## Aim of the task
Restate the data word for word. Leave the pictures out.

Data items:
···

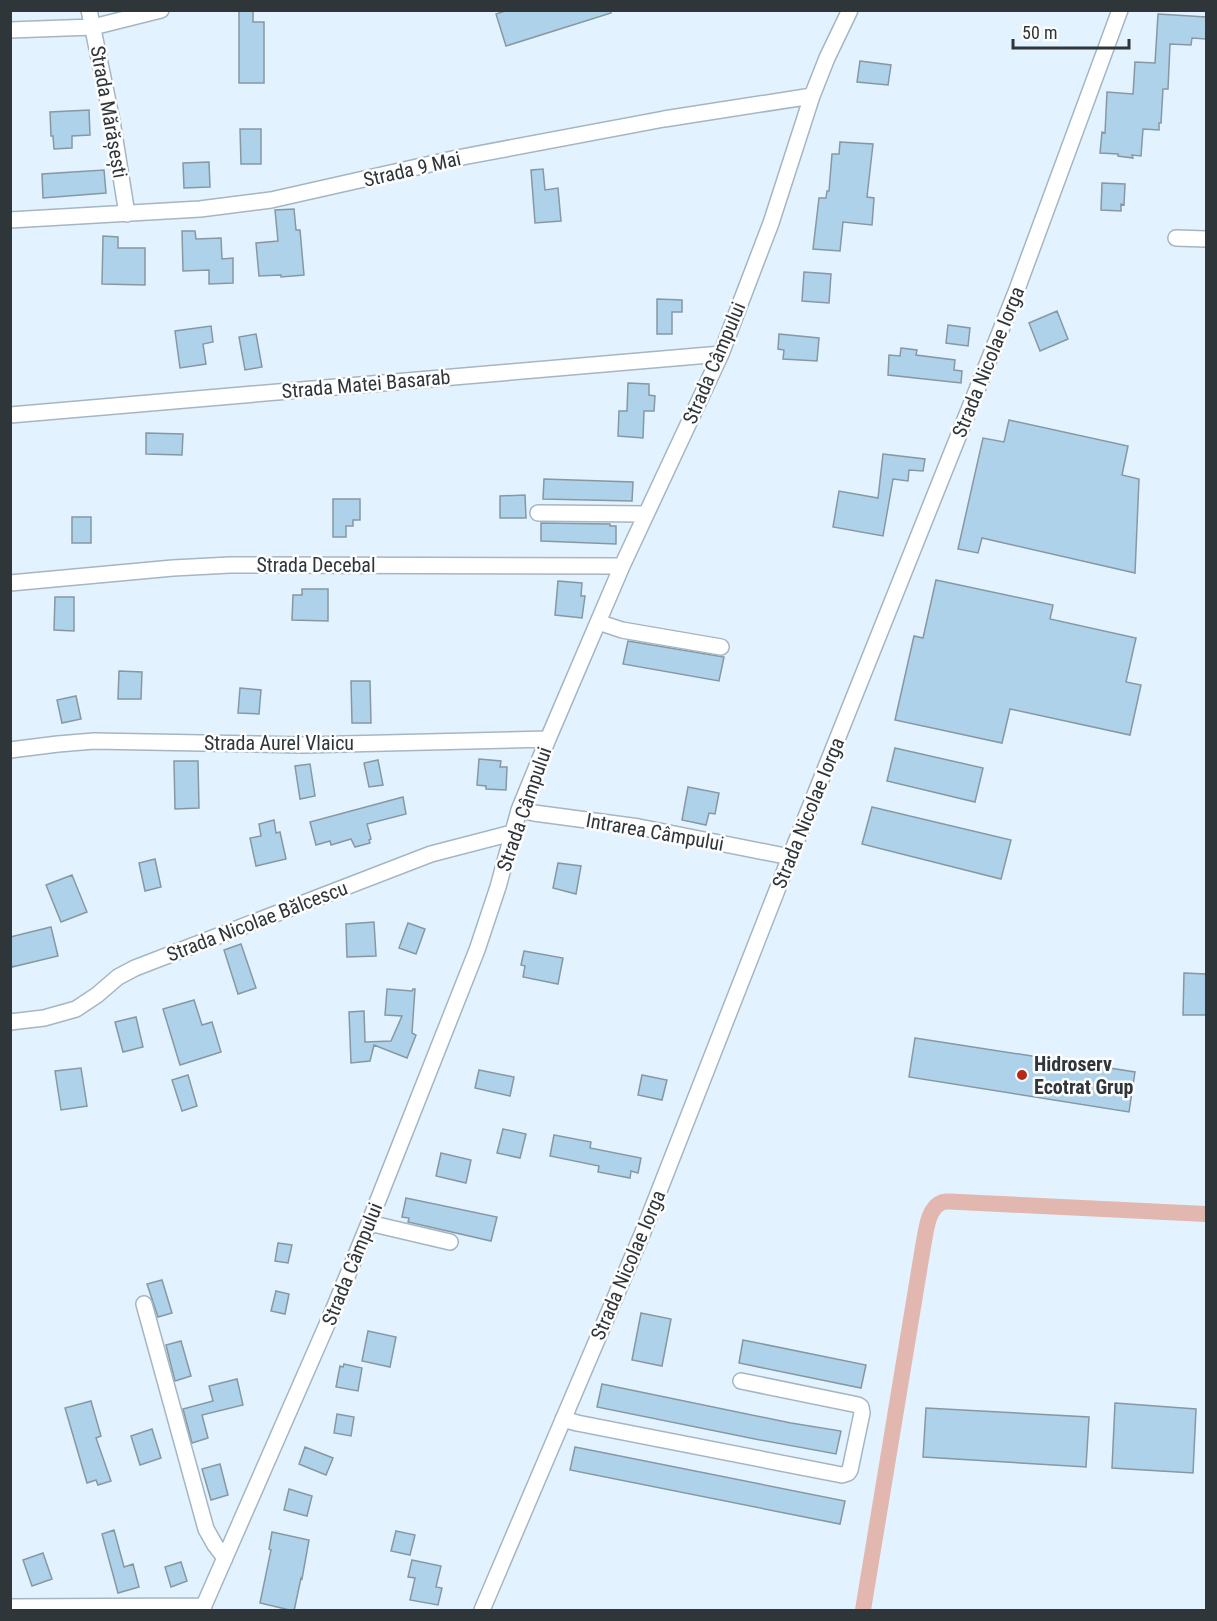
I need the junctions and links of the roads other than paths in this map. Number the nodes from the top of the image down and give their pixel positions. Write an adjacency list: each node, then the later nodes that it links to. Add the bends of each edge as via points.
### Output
1 (89, 10): 5 (street, Strada Mărășești)
2 (161, 10): 5 (street)
3 (850, 10): 7 (street, Strada Câmpului)
4 (1120, 10): 24 (street, Strada Nicolae Iorga, via 1003,324)
5 (93, 27): 6 (street); 8 (street, Strada Mărășești)
6 (10, 30)
7 (812, 96): 8 (street, Strada 9 Mai, via 457,158 271,200); 12 (street, Strada Câmpului, via 771,223)
8 (127, 214): 9 (street, Strada 9 Mai)
9 (10, 220)
10 (1176, 238): 11 (street)
11 (1206, 239)
12 (721, 354): 13 (street, Strada Matei Basarab); 15 (street, Strada Câmpului)
13 (10, 415)
14 (538, 513): 15 (street)
15 (646, 514): 16 (street, Strada Câmpului)
16 (622, 566): 17 (street, Strada Decebal, via 230,565); 18 (street, Strada Câmpului)
17 (10, 583)
18 (598, 622): 19 (street, via 622,630); 20 (street, Strada Câmpului)
19 (721, 647)
20 (548, 739): 21 (street, Strada Aurel Vlaicu, via 303,745 94,741); 22 (street, Strada Câmpului)
21 (10, 750)
22 (519, 810): 23 (street, Strada Câmpului); 24 (street, Intrarea Câmpului, via 639,827)
23 (512, 833): 25 (street, Strada Nicolae Bălcescu, via 431,854 135,968 76,1009); 26 (street, Strada Câmpului, via 477,950)
24 (790, 857): 30 (street, Strada Nicolae Iorga, via 643,1232)
25 (10, 1022)
26 (369, 1223): 27 (street); 31 (street, Strada Câmpului)
27 (450, 1242)
28 (144, 1304): 31 (street, via 206,1529)
29 (741, 1381): 30 (street, via 861,1407 848,1473)
30 (563, 1419): 34 (street, Strada Nicolae Iorga)
31 (225, 1558): 33 (street, Strada Câmpului)
32 (10, 1607): 33 (street)
33 (203, 1608)
34 (482, 1611)

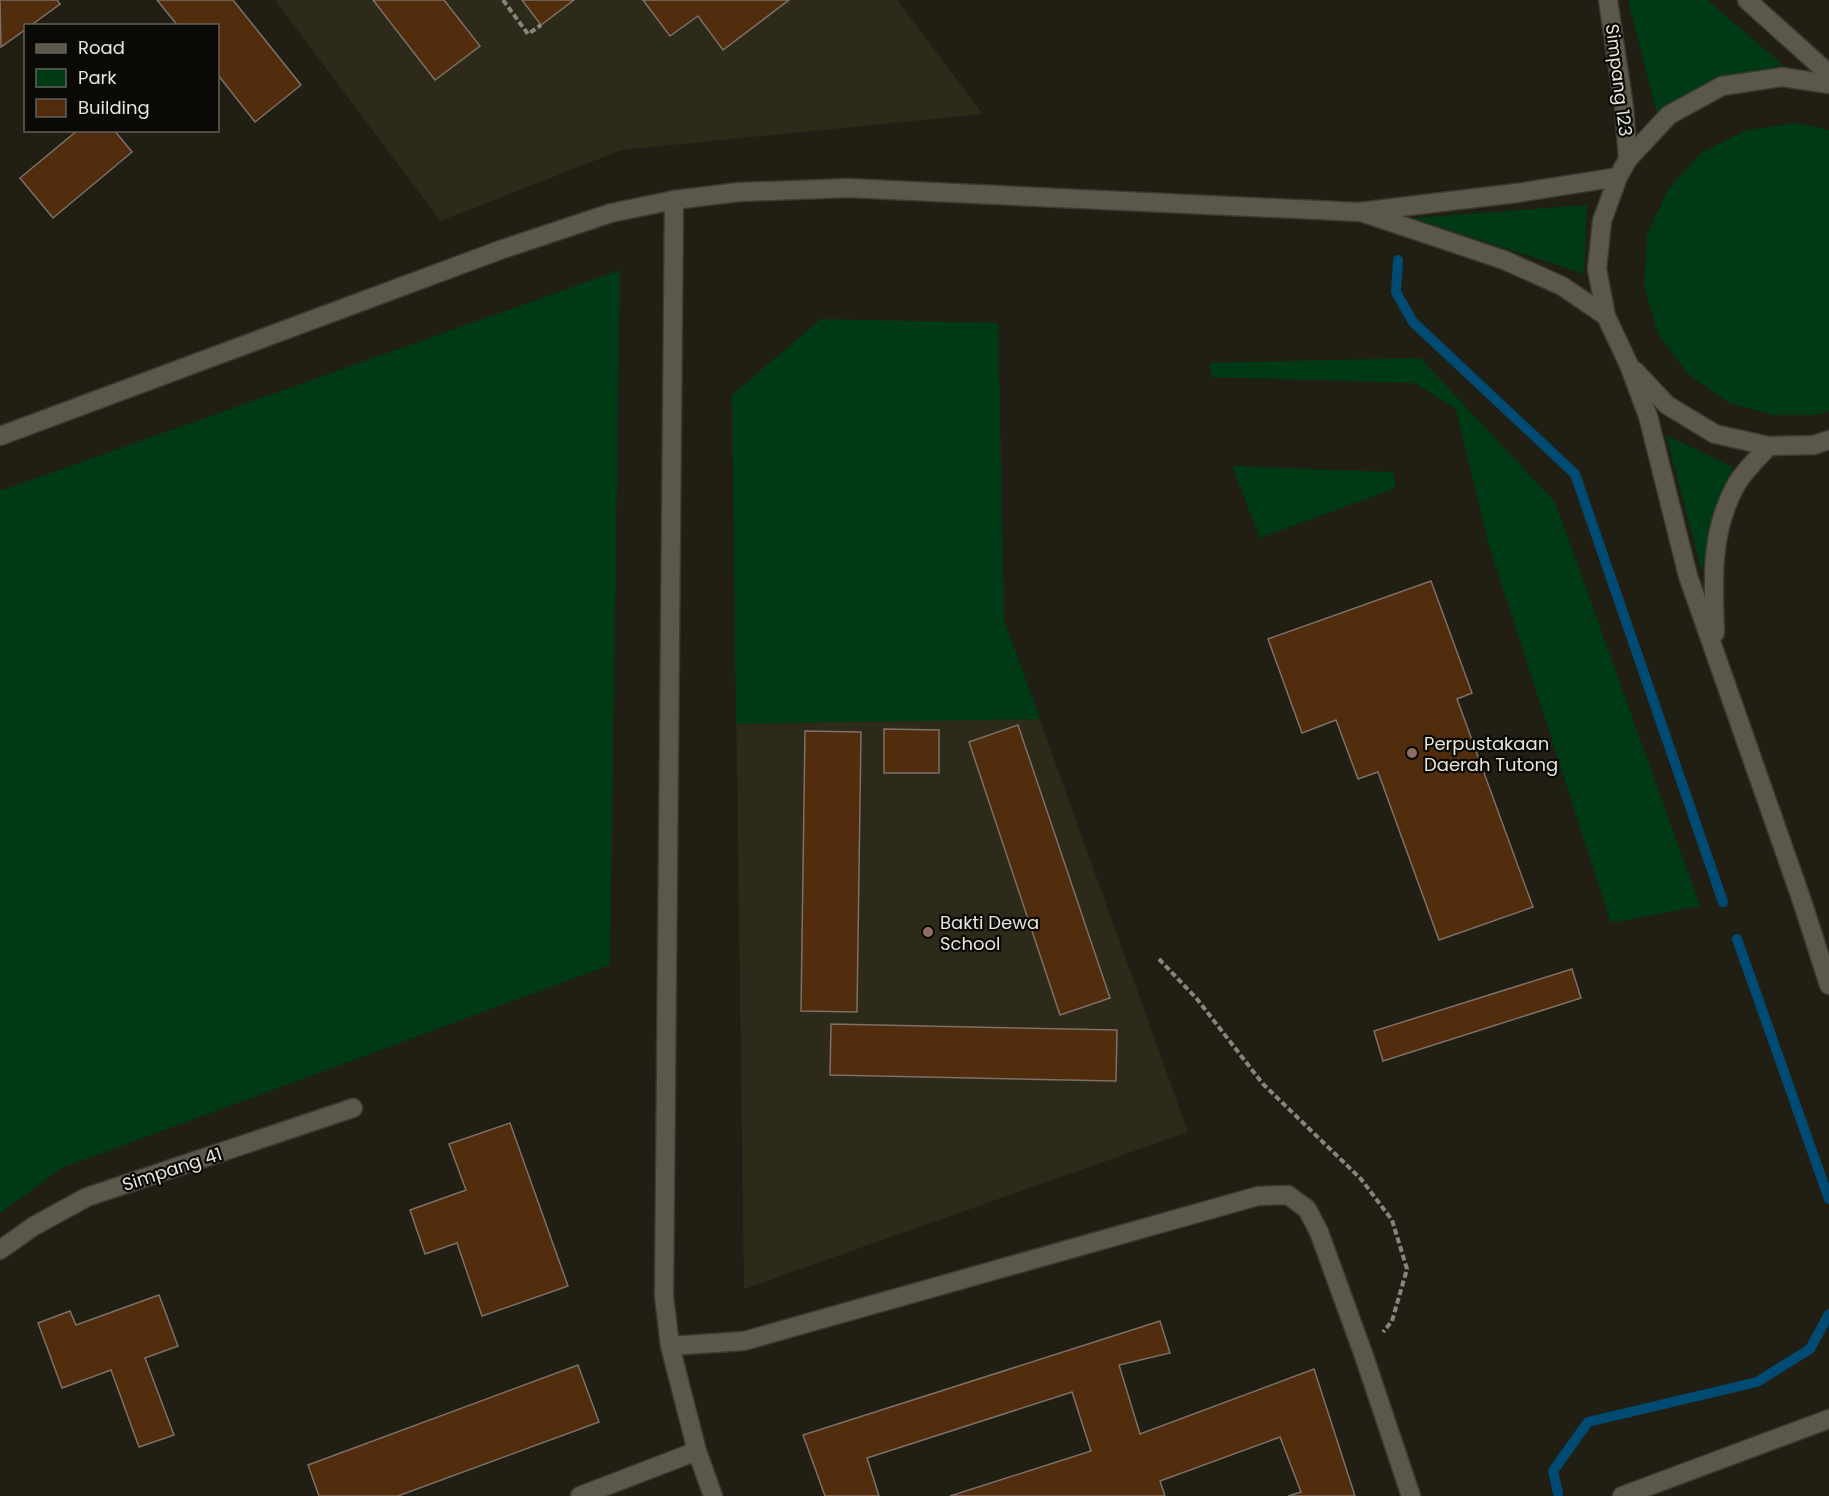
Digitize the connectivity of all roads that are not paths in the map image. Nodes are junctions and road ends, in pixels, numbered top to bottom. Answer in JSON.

···

## Exercise answer
I need the junctions and links of the roads other than paths in this map. Number the nodes from the top of the image down and give their pixel positions. Write an adjacency list: each node, then the later nodes that it links to. Add the bends of each edge as via points.
### Output
1 (89, 10): 5 (street, Strada Mărășești)
2 (161, 10): 5 (street)
3 (850, 10): 7 (street, Strada Câmpului)
4 (1120, 10): 24 (street, Strada Nicolae Iorga, via 1003,324)
5 (93, 27): 6 (street); 8 (street, Strada Mărășești)
6 (10, 30)
7 (812, 96): 8 (street, Strada 9 Mai, via 457,158 271,200); 12 (street, Strada Câmpului, via 771,223)
8 (127, 214): 9 (street, Strada 9 Mai)
9 (10, 220)
10 (1176, 238): 11 (street)
11 (1206, 239)
12 (721, 354): 13 (street, Strada Matei Basarab); 15 (street, Strada Câmpului)
13 (10, 415)
14 (538, 513): 15 (street)
15 (646, 514): 16 (street, Strada Câmpului)
16 (622, 566): 17 (street, Strada Decebal, via 230,565); 18 (street, Strada Câmpului)
17 (10, 583)
18 (598, 622): 19 (street, via 622,630); 20 (street, Strada Câmpului)
19 (721, 647)
20 (548, 739): 21 (street, Strada Aurel Vlaicu, via 303,745 94,741); 22 (street, Strada Câmpului)
21 (10, 750)
22 (519, 810): 23 (street, Strada Câmpului); 24 (street, Intrarea Câmpului, via 639,827)
23 (512, 833): 25 (street, Strada Nicolae Bălcescu, via 431,854 135,968 76,1009); 26 (street, Strada Câmpului, via 477,950)
24 (790, 857): 30 (street, Strada Nicolae Iorga, via 643,1232)
25 (10, 1022)
26 (369, 1223): 27 (street); 31 (street, Strada Câmpului)
27 (450, 1242)
28 (144, 1304): 31 (street, via 206,1529)
29 (741, 1381): 30 (street, via 861,1407 848,1473)
30 (563, 1419): 34 (street, Strada Nicolae Iorga)
31 (225, 1558): 33 (street, Strada Câmpului)
32 (10, 1607): 33 (street)
33 (203, 1608)
34 (482, 1611)

Digitize the connectivity of all roads that are not paths in the map image. Nodes are junctions and road ends, in pixels, numbered top to bottom. Answer in JSON.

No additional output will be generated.